Work instruction ▸
Each record that follows should be repeated exactly, minus any images.
---------- Records to process
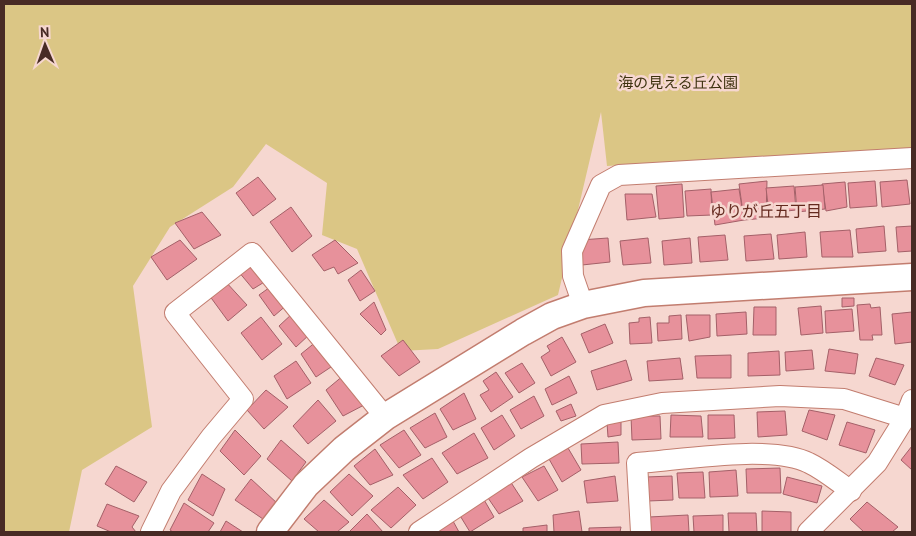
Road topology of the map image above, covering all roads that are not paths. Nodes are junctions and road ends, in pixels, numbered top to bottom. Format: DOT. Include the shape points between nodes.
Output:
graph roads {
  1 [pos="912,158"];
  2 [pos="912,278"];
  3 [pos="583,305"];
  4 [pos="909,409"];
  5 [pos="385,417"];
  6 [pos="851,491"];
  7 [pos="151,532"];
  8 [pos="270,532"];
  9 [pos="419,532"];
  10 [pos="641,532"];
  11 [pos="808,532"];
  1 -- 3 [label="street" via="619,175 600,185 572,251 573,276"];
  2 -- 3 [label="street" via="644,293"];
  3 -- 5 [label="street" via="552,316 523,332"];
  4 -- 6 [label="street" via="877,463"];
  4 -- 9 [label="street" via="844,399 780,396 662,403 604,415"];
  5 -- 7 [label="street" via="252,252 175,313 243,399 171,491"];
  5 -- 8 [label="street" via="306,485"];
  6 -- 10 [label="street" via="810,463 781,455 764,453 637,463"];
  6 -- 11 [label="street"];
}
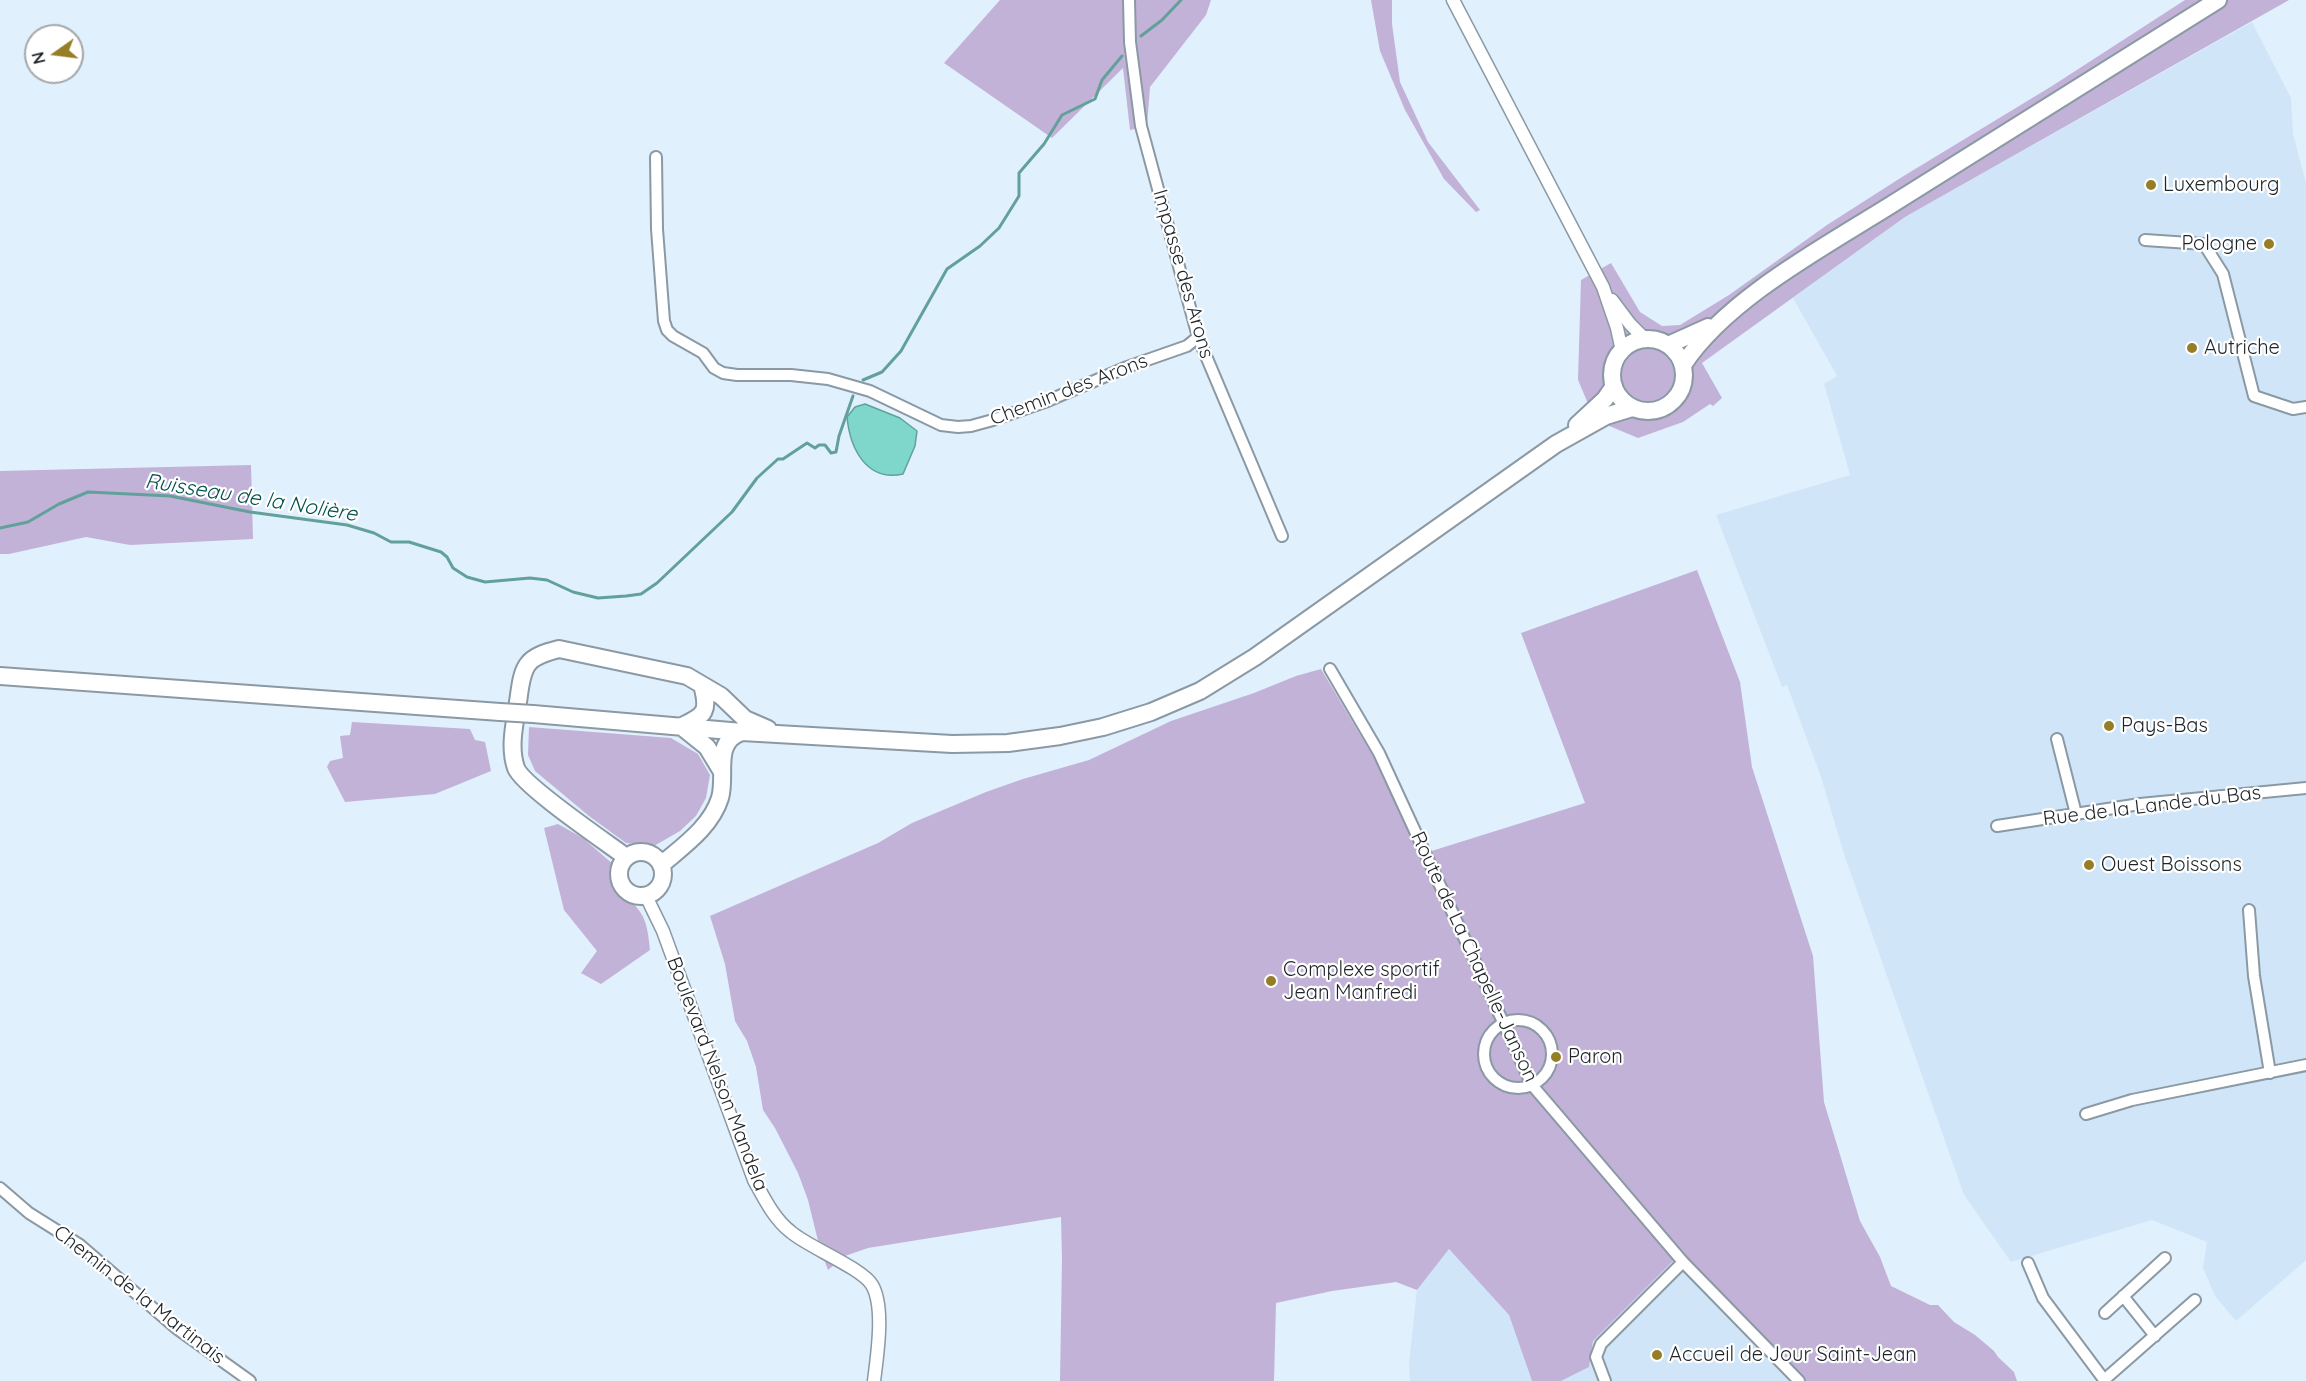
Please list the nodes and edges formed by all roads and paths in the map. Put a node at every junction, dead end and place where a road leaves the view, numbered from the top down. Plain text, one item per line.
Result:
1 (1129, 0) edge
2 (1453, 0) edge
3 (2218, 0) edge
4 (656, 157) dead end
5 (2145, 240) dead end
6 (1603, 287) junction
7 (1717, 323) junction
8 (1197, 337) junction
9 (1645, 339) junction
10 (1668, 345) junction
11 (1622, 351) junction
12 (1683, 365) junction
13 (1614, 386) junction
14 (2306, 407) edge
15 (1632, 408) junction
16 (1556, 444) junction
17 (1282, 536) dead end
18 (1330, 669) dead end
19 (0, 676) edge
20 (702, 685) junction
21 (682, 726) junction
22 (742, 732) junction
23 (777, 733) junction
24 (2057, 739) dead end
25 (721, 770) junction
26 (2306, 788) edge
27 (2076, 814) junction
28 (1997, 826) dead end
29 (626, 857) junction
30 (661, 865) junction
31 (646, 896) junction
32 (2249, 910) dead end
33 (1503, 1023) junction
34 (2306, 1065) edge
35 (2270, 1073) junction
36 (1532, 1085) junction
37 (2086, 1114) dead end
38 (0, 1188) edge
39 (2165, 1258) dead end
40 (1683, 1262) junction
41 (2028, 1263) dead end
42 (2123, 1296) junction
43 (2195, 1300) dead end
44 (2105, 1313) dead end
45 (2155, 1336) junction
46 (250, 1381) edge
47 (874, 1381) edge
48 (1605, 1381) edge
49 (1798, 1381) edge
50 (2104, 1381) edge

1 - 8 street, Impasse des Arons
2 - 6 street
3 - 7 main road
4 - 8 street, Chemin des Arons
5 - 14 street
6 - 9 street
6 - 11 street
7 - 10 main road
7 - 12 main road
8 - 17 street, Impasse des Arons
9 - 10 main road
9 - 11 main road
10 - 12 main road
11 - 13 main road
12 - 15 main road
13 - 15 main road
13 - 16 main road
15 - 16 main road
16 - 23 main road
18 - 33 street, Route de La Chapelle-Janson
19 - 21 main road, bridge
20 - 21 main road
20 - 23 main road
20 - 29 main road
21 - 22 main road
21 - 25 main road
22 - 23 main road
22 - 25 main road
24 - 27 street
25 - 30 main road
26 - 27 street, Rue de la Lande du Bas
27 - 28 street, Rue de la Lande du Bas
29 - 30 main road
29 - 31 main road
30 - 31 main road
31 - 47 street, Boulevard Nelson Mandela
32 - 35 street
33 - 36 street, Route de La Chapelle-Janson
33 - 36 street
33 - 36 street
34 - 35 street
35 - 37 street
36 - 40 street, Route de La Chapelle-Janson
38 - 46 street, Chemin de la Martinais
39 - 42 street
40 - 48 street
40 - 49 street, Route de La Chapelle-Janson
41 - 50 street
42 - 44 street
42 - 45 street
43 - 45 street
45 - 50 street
--------------------
Written response ▸
Road topology of the map image above, covering all roads that are not paths. Nodes are junctions and road ends, in pixels, numbered top to bottom. Format: DOT. Include the shape points between nodes.
Output:
graph roads {
  1 [pos="912,158"];
  2 [pos="912,278"];
  3 [pos="583,305"];
  4 [pos="909,409"];
  5 [pos="385,417"];
  6 [pos="851,491"];
  7 [pos="151,532"];
  8 [pos="270,532"];
  9 [pos="419,532"];
  10 [pos="641,532"];
  11 [pos="808,532"];
  1 -- 3 [label="street" via="619,175 600,185 572,251 573,276"];
  2 -- 3 [label="street" via="644,293"];
  3 -- 5 [label="street" via="552,316 523,332"];
  4 -- 6 [label="street" via="877,463"];
  4 -- 9 [label="street" via="844,399 780,396 662,403 604,415"];
  5 -- 7 [label="street" via="252,252 175,313 243,399 171,491"];
  5 -- 8 [label="street" via="306,485"];
  6 -- 10 [label="street" via="810,463 781,455 764,453 637,463"];
  6 -- 11 [label="street"];
}
Please list the nodes and edges formed by all roads and paths in the map. Put a node at every junction, dead end and place where a road leaves the view, numbered from the top down. Plain text, one item per line.
Result:
1 (1129, 0) edge
2 (1453, 0) edge
3 (2218, 0) edge
4 (656, 157) dead end
5 (2145, 240) dead end
6 (1603, 287) junction
7 (1717, 323) junction
8 (1197, 337) junction
9 (1645, 339) junction
10 (1668, 345) junction
11 (1622, 351) junction
12 (1683, 365) junction
13 (1614, 386) junction
14 (2306, 407) edge
15 (1632, 408) junction
16 (1556, 444) junction
17 (1282, 536) dead end
18 (1330, 669) dead end
19 (0, 676) edge
20 (702, 685) junction
21 (682, 726) junction
22 (742, 732) junction
23 (777, 733) junction
24 (2057, 739) dead end
25 (721, 770) junction
26 (2306, 788) edge
27 (2076, 814) junction
28 (1997, 826) dead end
29 (626, 857) junction
30 (661, 865) junction
31 (646, 896) junction
32 (2249, 910) dead end
33 (1503, 1023) junction
34 (2306, 1065) edge
35 (2270, 1073) junction
36 (1532, 1085) junction
37 (2086, 1114) dead end
38 (0, 1188) edge
39 (2165, 1258) dead end
40 (1683, 1262) junction
41 (2028, 1263) dead end
42 (2123, 1296) junction
43 (2195, 1300) dead end
44 (2105, 1313) dead end
45 (2155, 1336) junction
46 (250, 1381) edge
47 (874, 1381) edge
48 (1605, 1381) edge
49 (1798, 1381) edge
50 (2104, 1381) edge

1 - 8 street, Impasse des Arons
2 - 6 street
3 - 7 main road
4 - 8 street, Chemin des Arons
5 - 14 street
6 - 9 street
6 - 11 street
7 - 10 main road
7 - 12 main road
8 - 17 street, Impasse des Arons
9 - 10 main road
9 - 11 main road
10 - 12 main road
11 - 13 main road
12 - 15 main road
13 - 15 main road
13 - 16 main road
15 - 16 main road
16 - 23 main road
18 - 33 street, Route de La Chapelle-Janson
19 - 21 main road, bridge
20 - 21 main road
20 - 23 main road
20 - 29 main road
21 - 22 main road
21 - 25 main road
22 - 23 main road
22 - 25 main road
24 - 27 street
25 - 30 main road
26 - 27 street, Rue de la Lande du Bas
27 - 28 street, Rue de la Lande du Bas
29 - 30 main road
29 - 31 main road
30 - 31 main road
31 - 47 street, Boulevard Nelson Mandela
32 - 35 street
33 - 36 street, Route de La Chapelle-Janson
33 - 36 street
33 - 36 street
34 - 35 street
35 - 37 street
36 - 40 street, Route de La Chapelle-Janson
38 - 46 street, Chemin de la Martinais
39 - 42 street
40 - 48 street
40 - 49 street, Route de La Chapelle-Janson
41 - 50 street
42 - 44 street
42 - 45 street
43 - 45 street
45 - 50 street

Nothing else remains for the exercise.